Work task:
Only lines with the string "graph" are wanted. Pull them out of the data.

(Saved data entries)
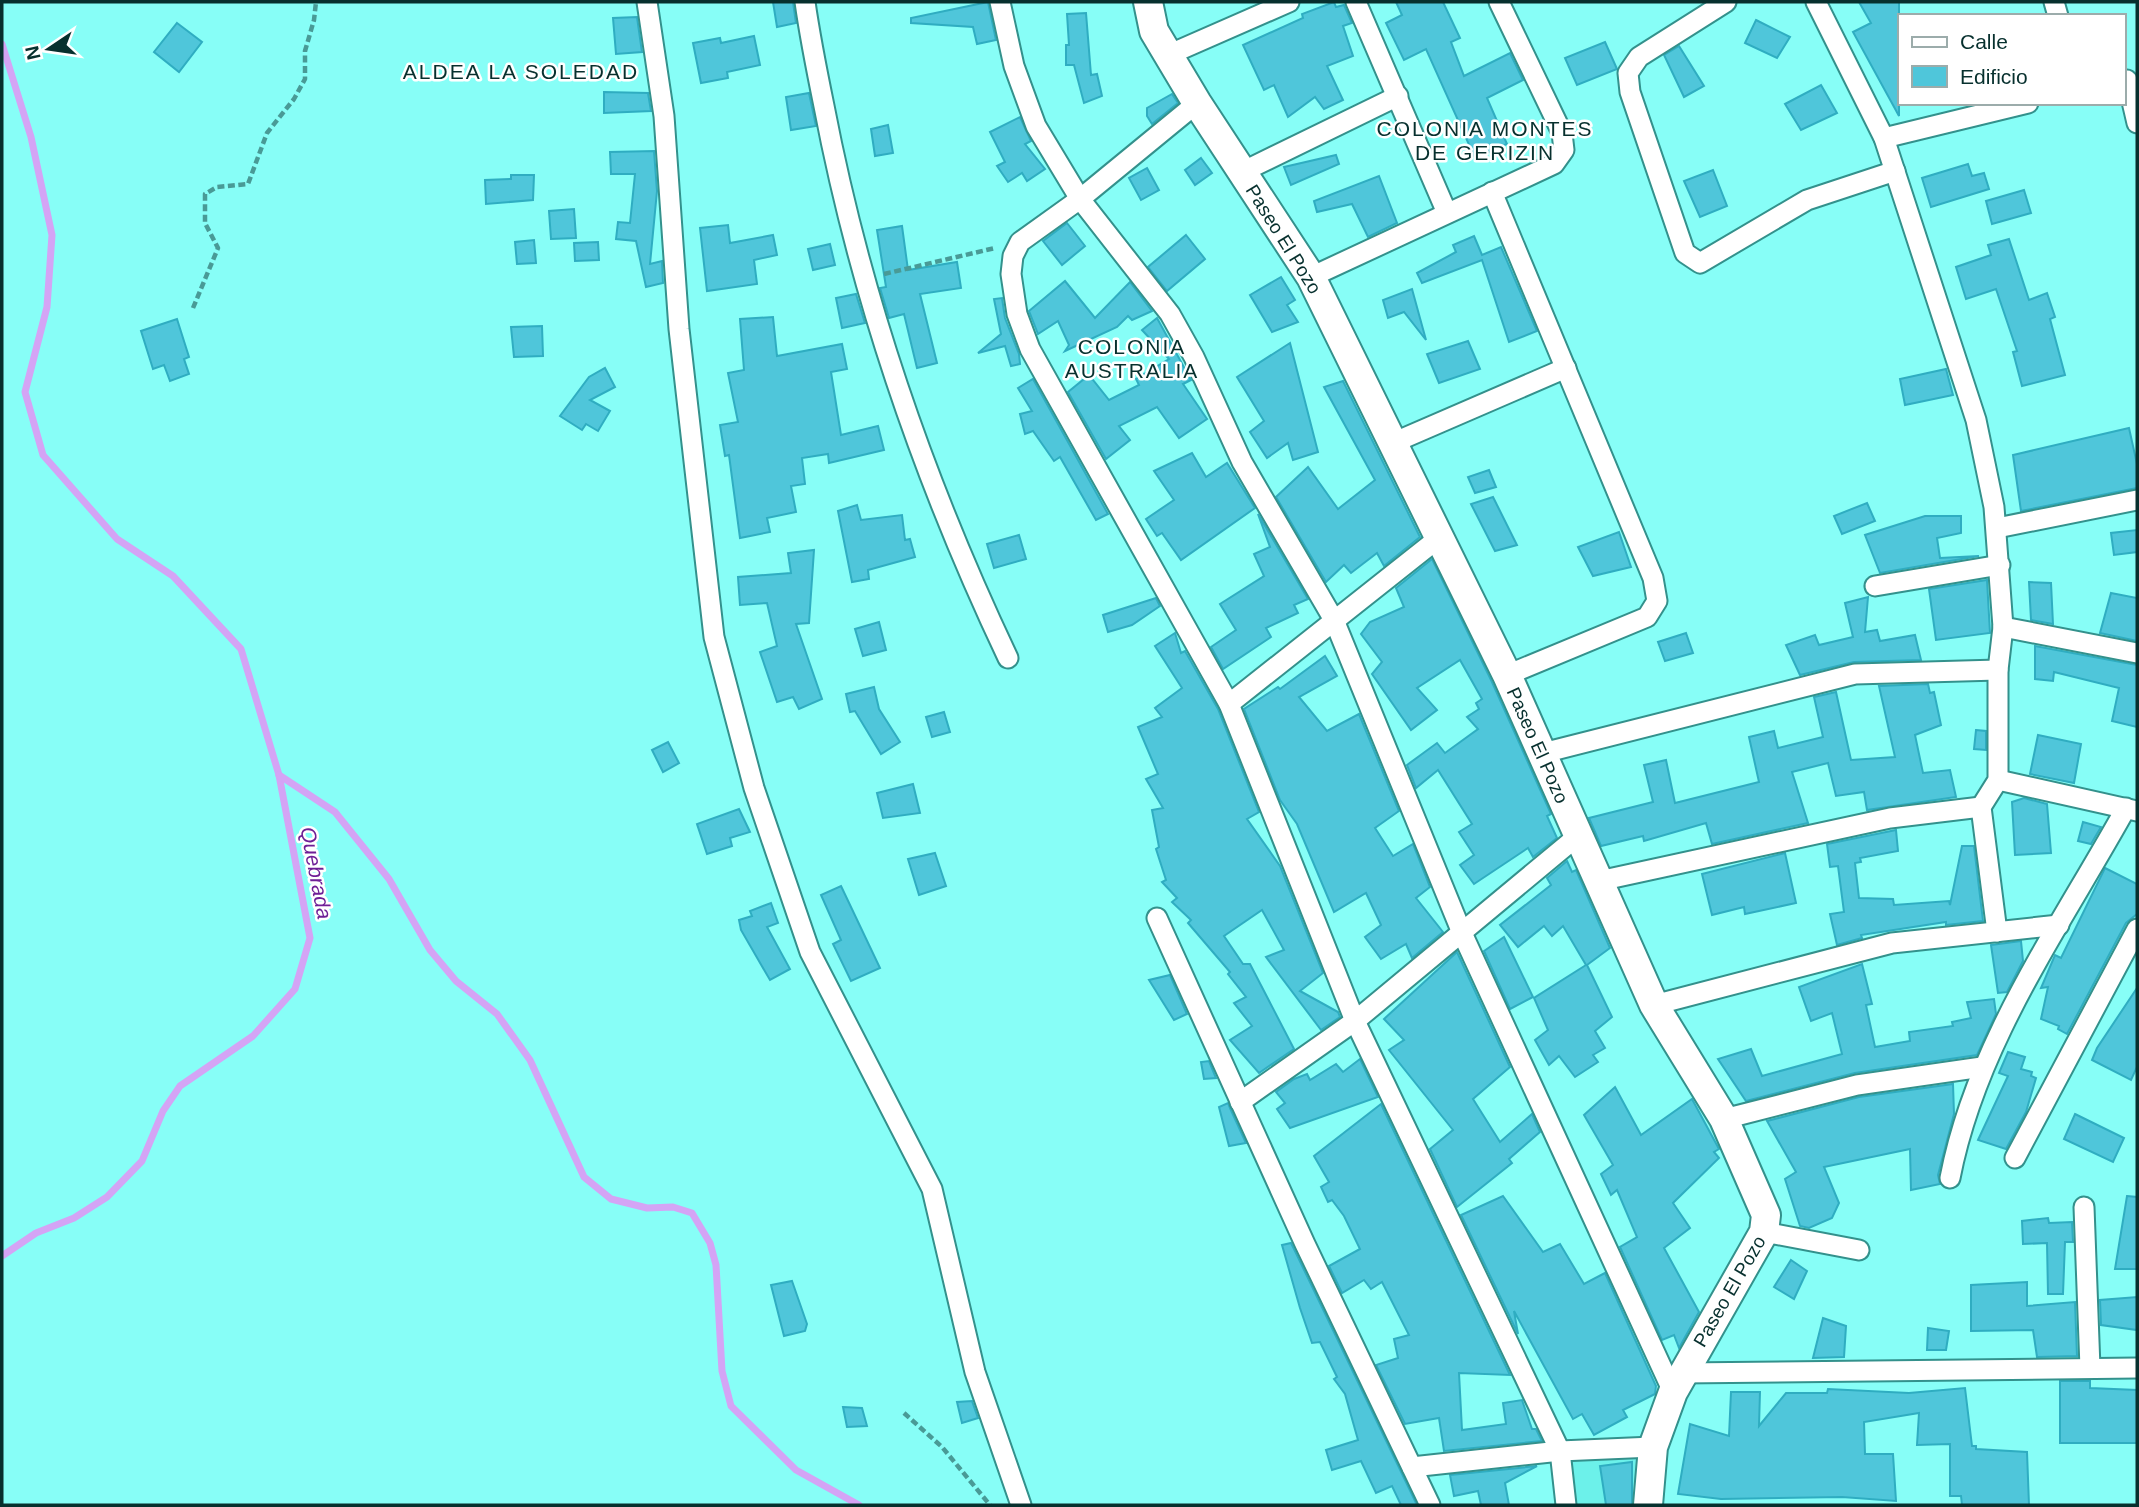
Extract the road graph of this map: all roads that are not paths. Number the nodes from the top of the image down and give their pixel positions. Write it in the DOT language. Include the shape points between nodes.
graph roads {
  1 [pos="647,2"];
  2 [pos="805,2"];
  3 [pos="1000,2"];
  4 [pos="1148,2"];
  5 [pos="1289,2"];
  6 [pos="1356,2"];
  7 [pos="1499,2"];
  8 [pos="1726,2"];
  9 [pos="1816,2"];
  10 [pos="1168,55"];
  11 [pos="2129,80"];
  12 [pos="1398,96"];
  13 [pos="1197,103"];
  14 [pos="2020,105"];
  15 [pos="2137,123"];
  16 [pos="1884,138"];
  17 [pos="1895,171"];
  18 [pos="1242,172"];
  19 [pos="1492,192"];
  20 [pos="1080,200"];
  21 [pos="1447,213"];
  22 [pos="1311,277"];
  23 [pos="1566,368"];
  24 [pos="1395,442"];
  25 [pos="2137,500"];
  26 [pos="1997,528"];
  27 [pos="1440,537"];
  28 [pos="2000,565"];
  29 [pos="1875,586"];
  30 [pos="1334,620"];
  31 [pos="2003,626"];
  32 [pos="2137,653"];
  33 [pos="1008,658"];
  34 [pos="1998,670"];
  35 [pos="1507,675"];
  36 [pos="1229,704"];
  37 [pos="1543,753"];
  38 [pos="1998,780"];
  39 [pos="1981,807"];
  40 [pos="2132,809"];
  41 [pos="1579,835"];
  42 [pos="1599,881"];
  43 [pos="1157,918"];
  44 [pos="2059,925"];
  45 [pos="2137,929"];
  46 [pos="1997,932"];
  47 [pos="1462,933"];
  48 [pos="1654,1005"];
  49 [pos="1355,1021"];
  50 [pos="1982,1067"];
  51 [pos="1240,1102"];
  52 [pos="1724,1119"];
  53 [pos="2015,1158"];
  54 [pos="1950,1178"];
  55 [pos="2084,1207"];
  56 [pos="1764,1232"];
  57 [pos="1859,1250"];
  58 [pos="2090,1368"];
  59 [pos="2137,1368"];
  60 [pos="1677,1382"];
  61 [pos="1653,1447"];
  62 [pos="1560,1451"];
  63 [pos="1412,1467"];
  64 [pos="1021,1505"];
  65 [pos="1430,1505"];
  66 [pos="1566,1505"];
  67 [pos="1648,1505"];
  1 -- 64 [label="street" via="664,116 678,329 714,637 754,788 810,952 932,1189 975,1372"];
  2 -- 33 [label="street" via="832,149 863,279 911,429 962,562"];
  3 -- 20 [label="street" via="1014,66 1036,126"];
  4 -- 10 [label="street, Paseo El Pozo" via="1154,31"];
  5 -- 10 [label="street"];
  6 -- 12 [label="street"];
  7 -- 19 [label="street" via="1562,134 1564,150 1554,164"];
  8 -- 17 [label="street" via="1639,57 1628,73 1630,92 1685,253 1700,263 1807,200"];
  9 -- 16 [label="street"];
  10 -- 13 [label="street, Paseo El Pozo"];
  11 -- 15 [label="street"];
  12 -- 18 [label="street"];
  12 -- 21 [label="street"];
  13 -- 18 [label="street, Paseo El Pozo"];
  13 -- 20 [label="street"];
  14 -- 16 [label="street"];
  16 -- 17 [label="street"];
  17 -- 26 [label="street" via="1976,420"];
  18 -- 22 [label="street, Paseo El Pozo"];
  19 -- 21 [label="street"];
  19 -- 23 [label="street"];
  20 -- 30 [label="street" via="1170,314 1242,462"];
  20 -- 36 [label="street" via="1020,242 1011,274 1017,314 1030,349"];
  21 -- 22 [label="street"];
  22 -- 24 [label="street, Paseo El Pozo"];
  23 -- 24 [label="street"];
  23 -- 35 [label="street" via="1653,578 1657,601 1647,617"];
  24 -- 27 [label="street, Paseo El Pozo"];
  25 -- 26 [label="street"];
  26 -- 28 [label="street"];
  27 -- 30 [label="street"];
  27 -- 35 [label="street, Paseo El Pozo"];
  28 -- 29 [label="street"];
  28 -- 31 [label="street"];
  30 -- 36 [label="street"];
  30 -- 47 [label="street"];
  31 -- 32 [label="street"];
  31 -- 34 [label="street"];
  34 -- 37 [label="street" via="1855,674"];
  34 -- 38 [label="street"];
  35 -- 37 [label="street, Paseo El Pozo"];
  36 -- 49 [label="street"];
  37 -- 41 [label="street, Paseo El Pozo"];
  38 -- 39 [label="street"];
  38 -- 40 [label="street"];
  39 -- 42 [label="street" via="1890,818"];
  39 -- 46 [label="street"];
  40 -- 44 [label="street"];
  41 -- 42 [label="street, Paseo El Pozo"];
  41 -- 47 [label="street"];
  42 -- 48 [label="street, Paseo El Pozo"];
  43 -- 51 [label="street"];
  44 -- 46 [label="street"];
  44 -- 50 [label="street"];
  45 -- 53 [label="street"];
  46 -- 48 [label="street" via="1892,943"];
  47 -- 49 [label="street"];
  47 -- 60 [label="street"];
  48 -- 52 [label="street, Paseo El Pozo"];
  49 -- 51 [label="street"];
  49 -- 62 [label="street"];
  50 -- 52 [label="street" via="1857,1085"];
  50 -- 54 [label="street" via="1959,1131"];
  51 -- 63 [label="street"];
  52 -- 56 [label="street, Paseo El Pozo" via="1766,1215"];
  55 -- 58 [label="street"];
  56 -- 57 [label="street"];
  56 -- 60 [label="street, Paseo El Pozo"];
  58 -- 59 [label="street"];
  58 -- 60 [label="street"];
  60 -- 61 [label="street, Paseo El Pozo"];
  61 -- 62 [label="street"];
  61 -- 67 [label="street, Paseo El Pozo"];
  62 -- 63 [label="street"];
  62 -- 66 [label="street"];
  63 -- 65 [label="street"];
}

Result below:
Extract the road graph of this map: all roads that are not paths. Number the nodes from the top of the image down and give their pixel positions. Write it in the DOT language. Include the shape points between nodes.
graph roads {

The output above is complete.